## AVAILABLE DATA
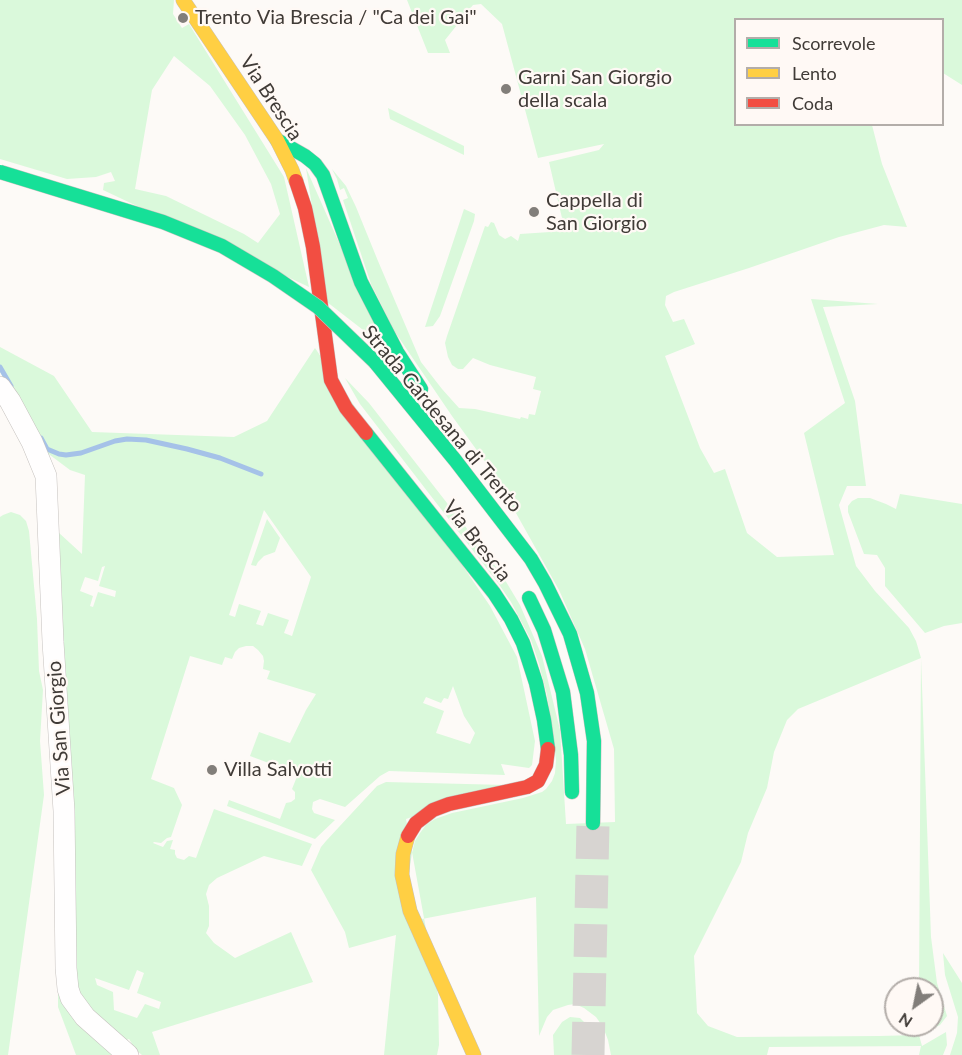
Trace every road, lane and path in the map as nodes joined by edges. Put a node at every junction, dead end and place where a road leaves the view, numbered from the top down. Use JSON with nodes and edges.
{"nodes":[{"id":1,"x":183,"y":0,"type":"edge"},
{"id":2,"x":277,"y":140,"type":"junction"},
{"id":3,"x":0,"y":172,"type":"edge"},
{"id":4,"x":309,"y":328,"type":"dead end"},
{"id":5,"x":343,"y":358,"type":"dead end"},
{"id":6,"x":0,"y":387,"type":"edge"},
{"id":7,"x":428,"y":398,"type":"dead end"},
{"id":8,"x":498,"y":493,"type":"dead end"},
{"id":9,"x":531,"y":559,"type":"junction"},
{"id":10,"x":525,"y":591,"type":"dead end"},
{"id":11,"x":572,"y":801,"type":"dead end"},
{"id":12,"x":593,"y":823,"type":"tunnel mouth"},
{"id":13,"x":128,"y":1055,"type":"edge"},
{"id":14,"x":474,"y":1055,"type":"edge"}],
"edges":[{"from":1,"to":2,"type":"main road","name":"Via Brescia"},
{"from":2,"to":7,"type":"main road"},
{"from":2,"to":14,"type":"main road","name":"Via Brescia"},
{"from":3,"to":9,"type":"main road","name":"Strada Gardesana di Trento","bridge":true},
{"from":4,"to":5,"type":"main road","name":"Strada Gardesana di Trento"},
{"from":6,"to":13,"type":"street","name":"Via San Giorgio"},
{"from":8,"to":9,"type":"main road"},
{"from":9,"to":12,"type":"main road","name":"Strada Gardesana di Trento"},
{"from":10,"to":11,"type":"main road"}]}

==

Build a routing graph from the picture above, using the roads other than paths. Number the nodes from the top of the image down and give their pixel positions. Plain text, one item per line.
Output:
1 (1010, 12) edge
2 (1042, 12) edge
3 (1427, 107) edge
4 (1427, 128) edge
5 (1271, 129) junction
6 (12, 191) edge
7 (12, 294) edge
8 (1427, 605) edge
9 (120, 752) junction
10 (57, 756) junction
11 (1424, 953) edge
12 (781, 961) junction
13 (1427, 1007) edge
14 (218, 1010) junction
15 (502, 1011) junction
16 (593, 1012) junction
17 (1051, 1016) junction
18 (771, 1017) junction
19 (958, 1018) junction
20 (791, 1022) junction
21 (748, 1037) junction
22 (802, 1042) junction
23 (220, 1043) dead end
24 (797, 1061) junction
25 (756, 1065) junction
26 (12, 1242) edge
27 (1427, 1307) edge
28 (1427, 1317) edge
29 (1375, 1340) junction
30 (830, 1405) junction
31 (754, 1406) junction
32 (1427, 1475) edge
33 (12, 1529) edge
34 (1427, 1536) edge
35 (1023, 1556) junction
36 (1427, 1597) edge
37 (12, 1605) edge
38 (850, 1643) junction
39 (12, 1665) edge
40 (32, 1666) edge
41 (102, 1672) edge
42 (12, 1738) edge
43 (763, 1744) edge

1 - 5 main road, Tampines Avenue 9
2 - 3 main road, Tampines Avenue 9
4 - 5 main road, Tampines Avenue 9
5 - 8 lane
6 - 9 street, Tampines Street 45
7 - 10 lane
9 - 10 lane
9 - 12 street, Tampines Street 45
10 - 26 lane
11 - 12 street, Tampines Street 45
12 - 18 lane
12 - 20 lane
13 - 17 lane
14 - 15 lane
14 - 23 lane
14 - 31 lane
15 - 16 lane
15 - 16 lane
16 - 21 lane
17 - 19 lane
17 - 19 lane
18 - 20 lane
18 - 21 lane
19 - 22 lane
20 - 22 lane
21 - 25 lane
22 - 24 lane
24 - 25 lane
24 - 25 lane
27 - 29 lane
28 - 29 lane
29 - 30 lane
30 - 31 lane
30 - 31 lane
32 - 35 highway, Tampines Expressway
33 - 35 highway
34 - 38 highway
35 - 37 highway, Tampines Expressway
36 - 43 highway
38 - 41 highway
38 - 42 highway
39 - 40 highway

## WHAT YOU ARE ASKED TO DO
Check each line of the entries above, and show every one holding the word "dead".

## OUTPUT FOR THIS EXERCISE
Trace every road, lane and path in the map as nodes joined by edges. Put a node at every junction, dead end and place where a road leaves the view, numbered from the top down. Use JSON with nodes and edges.
{"id":4,"x":309,"y":328,"type":"dead end"},
{"id":5,"x":343,"y":358,"type":"dead end"},
{"id":7,"x":428,"y":398,"type":"dead end"},
{"id":8,"x":498,"y":493,"type":"dead end"},
{"id":10,"x":525,"y":591,"type":"dead end"},
{"id":11,"x":572,"y":801,"type":"dead end"},
23 (220, 1043) dead end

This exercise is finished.